But there is still a faint penumbra of humanity inside of you. And it will want out. But you will be scared. FOMO, and a feeling that outside the city you will be socially isolated.

Well I am here to tell you that cool small towns and cities are out there. They have enough smart and interesting people to easily fill up your Dunbar number limit.

You can only really know and relate to 150 humans, we don't need 7 million surrounding us, and online dating apps have changed the social scene in small towns and cities. There are plenty of young women (or men) around you, even in smaller towns with an older median age.

Your range will have to increase, but for that we have cars. In nyc it can easily take an hour and a half to travel five miles via public transit.

tldr; it's not binary between nyc and bumfuck suburbs, and even many small 'boring' towns have a lot more culture, singles, restaurants and bars than you would think, or at least more than I thought.

My feelings on moving back to a small town halfway between NYC and Boston as a still fairly young single are probably best expressed by the Grateful Dead in their song Shakedown Street:

"Don't tell me this town ain't got no heart. You just gotta poke around."

> bumfuck SC

Please don't drop slurs into HN comments. Your comment would be fine without that bit.

I could give you the name of the town I grew up in but it's not going to mean anything to a non-native resident. If you've got a better turn of phrase for a low population town not particularly near anything, nor containing anything noteworthy I'd love to hear it.
You could have said "remote SC" or just "SC". I realize it's less colorful, but experience teaches that this is a price we must pay to have civil discussion online.

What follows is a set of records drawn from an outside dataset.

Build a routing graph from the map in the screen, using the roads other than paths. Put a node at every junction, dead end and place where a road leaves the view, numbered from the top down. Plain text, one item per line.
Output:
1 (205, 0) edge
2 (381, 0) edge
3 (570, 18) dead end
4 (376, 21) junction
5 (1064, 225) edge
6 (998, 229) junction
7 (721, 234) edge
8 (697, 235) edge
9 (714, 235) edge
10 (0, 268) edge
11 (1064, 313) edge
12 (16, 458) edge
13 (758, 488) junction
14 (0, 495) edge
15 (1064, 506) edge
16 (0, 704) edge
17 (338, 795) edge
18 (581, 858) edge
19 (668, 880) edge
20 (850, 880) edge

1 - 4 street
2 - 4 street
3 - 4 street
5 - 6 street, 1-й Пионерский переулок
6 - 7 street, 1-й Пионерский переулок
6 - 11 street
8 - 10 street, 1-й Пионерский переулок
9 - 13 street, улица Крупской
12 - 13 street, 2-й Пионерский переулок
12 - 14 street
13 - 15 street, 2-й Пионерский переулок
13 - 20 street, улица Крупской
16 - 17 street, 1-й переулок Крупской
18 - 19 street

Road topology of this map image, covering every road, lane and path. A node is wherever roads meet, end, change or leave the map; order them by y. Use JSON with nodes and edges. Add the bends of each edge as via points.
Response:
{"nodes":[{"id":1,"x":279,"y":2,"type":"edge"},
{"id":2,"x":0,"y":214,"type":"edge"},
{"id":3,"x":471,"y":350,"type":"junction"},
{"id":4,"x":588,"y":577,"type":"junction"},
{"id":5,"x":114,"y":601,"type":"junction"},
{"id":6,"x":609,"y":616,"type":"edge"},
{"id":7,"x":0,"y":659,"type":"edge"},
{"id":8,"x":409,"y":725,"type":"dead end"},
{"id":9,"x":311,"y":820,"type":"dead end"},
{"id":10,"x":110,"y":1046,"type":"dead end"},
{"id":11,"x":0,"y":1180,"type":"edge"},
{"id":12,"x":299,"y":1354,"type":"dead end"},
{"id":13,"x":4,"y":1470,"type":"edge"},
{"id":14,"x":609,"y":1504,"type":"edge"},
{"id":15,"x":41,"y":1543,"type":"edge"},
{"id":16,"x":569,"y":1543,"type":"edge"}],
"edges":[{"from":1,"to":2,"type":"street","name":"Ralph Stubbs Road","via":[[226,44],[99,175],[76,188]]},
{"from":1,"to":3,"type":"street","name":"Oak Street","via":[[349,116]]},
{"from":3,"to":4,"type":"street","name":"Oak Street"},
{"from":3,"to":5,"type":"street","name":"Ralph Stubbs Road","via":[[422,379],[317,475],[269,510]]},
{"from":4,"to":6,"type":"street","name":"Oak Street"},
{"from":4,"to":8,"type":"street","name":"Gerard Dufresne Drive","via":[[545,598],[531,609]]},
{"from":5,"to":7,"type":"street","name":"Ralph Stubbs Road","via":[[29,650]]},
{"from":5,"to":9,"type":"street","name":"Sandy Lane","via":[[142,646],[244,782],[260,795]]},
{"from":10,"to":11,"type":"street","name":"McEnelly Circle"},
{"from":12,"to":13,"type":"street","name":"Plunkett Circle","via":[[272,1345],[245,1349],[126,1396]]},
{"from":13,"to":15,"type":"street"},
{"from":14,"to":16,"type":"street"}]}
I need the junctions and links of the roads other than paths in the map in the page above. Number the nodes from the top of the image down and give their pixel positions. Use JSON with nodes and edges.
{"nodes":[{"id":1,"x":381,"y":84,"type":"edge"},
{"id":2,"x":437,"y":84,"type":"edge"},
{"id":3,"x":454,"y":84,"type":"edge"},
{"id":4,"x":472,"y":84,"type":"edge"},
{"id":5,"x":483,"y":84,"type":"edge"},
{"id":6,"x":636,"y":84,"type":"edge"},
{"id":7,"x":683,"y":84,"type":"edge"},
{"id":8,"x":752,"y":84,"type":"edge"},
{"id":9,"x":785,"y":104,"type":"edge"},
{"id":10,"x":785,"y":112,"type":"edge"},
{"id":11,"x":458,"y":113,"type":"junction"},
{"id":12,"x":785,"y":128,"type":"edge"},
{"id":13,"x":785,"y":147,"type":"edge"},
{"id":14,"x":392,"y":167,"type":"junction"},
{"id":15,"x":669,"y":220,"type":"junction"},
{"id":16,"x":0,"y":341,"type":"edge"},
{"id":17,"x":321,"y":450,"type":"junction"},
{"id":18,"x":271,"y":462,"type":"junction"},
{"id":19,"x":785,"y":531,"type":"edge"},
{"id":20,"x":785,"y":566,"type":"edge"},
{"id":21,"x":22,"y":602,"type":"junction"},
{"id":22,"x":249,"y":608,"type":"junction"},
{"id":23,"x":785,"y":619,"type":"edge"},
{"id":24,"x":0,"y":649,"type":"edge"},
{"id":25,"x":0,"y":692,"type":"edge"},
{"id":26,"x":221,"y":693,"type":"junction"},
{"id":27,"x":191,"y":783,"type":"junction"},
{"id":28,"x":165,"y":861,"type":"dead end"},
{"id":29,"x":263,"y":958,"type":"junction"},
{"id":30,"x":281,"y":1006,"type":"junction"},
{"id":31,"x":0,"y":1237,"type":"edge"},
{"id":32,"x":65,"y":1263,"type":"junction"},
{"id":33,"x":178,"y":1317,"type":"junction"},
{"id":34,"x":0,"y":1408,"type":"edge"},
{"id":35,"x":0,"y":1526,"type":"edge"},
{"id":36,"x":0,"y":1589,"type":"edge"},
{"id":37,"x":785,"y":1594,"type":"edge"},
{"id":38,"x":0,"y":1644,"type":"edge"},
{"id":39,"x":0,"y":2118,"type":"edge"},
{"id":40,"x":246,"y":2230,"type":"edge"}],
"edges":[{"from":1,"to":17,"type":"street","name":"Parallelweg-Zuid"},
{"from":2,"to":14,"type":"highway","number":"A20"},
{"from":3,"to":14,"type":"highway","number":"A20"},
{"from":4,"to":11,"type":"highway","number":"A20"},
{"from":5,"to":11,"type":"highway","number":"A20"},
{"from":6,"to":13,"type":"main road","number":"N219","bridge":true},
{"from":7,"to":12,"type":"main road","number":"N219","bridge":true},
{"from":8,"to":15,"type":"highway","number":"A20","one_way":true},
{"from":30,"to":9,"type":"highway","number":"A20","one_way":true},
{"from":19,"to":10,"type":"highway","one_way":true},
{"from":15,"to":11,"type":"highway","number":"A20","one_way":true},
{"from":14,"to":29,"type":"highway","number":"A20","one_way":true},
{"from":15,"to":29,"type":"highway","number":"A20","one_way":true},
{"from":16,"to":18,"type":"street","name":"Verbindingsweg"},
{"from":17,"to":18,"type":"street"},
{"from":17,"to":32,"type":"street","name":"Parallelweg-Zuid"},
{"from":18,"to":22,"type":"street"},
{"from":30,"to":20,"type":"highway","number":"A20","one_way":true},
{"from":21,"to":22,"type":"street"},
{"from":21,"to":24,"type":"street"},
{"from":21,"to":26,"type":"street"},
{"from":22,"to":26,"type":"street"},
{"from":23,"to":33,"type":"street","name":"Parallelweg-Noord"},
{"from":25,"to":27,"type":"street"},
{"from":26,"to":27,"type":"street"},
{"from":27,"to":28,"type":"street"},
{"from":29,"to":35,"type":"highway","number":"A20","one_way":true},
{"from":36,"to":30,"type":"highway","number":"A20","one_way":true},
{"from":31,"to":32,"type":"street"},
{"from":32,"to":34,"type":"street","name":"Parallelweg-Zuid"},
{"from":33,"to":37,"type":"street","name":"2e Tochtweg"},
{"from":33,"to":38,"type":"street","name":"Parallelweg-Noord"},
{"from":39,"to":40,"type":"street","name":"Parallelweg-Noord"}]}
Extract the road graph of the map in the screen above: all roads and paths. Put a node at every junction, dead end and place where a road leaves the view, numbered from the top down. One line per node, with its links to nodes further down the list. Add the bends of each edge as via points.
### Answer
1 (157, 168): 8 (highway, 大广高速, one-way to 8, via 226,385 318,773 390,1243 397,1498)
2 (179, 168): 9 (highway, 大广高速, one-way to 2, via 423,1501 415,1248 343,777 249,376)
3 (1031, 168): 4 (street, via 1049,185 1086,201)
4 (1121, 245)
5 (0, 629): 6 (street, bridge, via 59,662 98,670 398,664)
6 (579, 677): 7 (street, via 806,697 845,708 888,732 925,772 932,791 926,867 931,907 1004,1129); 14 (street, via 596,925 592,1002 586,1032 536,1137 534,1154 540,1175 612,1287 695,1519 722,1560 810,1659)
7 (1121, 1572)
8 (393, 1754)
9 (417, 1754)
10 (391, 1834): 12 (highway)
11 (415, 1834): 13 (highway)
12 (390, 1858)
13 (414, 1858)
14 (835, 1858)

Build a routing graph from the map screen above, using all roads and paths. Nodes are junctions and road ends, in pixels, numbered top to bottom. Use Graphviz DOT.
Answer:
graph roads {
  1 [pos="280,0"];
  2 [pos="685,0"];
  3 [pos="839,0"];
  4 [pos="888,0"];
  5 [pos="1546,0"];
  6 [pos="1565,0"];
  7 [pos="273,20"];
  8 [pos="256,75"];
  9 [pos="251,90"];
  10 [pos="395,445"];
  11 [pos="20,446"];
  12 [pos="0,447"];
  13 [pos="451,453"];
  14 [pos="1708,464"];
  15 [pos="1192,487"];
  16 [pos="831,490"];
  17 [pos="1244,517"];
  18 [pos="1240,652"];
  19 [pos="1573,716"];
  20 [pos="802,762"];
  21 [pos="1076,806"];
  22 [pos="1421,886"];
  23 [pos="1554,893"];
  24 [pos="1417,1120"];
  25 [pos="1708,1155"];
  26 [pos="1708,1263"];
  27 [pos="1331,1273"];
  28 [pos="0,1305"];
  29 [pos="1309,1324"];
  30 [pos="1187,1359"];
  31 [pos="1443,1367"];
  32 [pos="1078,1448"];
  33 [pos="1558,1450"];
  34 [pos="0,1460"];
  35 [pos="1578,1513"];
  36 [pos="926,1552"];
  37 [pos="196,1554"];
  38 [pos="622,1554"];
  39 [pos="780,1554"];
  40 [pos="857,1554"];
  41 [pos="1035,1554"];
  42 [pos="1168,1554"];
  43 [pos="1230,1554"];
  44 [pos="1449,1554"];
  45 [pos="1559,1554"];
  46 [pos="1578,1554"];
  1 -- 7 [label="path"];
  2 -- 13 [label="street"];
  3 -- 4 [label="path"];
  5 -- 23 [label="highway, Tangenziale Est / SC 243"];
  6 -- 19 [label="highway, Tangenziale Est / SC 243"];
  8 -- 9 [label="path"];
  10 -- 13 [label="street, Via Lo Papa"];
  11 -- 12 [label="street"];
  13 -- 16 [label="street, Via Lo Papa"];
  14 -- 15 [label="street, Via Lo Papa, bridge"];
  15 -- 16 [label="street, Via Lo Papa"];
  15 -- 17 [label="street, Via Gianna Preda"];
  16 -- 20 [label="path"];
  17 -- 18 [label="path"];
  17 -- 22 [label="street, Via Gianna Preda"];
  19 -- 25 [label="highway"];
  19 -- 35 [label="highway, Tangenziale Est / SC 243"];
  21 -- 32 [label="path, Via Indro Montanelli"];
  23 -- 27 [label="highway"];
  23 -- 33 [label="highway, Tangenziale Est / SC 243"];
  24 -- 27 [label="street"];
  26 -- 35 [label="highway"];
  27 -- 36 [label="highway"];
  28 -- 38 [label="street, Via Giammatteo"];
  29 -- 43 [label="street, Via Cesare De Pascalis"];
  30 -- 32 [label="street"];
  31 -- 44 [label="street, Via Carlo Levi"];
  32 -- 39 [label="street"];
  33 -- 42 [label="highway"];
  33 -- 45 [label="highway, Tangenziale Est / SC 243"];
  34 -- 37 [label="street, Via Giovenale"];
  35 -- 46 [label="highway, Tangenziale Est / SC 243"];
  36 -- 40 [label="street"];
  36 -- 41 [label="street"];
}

Had we been speaking in person it would likely have been obvious that you didn't mean it as a slur. But the bandwidth of online communication is so much lower that there's no capacity for such error correction even in one-to-one cases, let alone when hundreds of people are reading what you write.

Be careful what you wish for. In a world where physical proximity no longer matters, American programmers earning 6 figures, will have to compete against programmers from South America/Europe/Asia, all of whom earn significantly less than 6 figures.

There currently exists a massive salary gap between equally qualified programmers, living in different regions of the world. Eliminating the physical-proximity perks, will produce a massive regression to the mean.

In other words, if your job can be done from home or from Arkansas, it can be done from India.
I'd note that tech pundits and journalists have been saying for 20 years that many US jobs would move to India and other countries, but offshoring, while common, hasn't really made a dent in the US tech sector. It's interesting to think about why.
I set up an offshore team of four in India some years back. Two of the developers ended up being lackluster and let go, but two of them continued on as they were fairly decent. Even so the cultural difference was significant and it was difficult to manage them. I don't think it was their fault, they just had a very different views on what they considered was a completed task, how they went about asking for further requirements, etc. Whilst it was worth having them, there was a surprising and hidden overhead in cost for the cultural impact, as well as timezone issues.

Later in my career I worked with a team from Hong Kong as well, the cultural gap was less significant and they were able to work well with the management style given. We still had timezone issues (moreso since I'm from the UK which is further from HK than from India), but because they interpreted tickets in the same way and had similar views on what the definition of done was things were far more harmonious.

Communication is a huge factor in remote teams, and whilst there are lots of tools to aid it, communication styles across cultures can be very different which can cause a lot of friction.

I'm guessing that none of the workers you're referring to are IIT graduates. I agree that American developers face little competition from the middle/lower end of developers in India. But the top developers in India (eg, the IIT grads and Google-India devs), in terms of raw talent and job performance, would easily out-compete the average American developer, while still being happy with a lower salary. This is where the physical-proximity-perks that American developers currently enjoy, really make a big difference.
Yeah these definitely weren't top tier developers. Even so I was happy with the quality of the code on the two we retained, it was everything that goes around it that I struggled with. For example they wouldn't ask questions or admit that they're struggling with something. I saw a lot of this in the interviews as well, you would ask a question like "do you know what X is" and they would say yes, but then sit in silence. So you probe "well what is it?" and they would go "I'm not completely sure" or just try to make something up.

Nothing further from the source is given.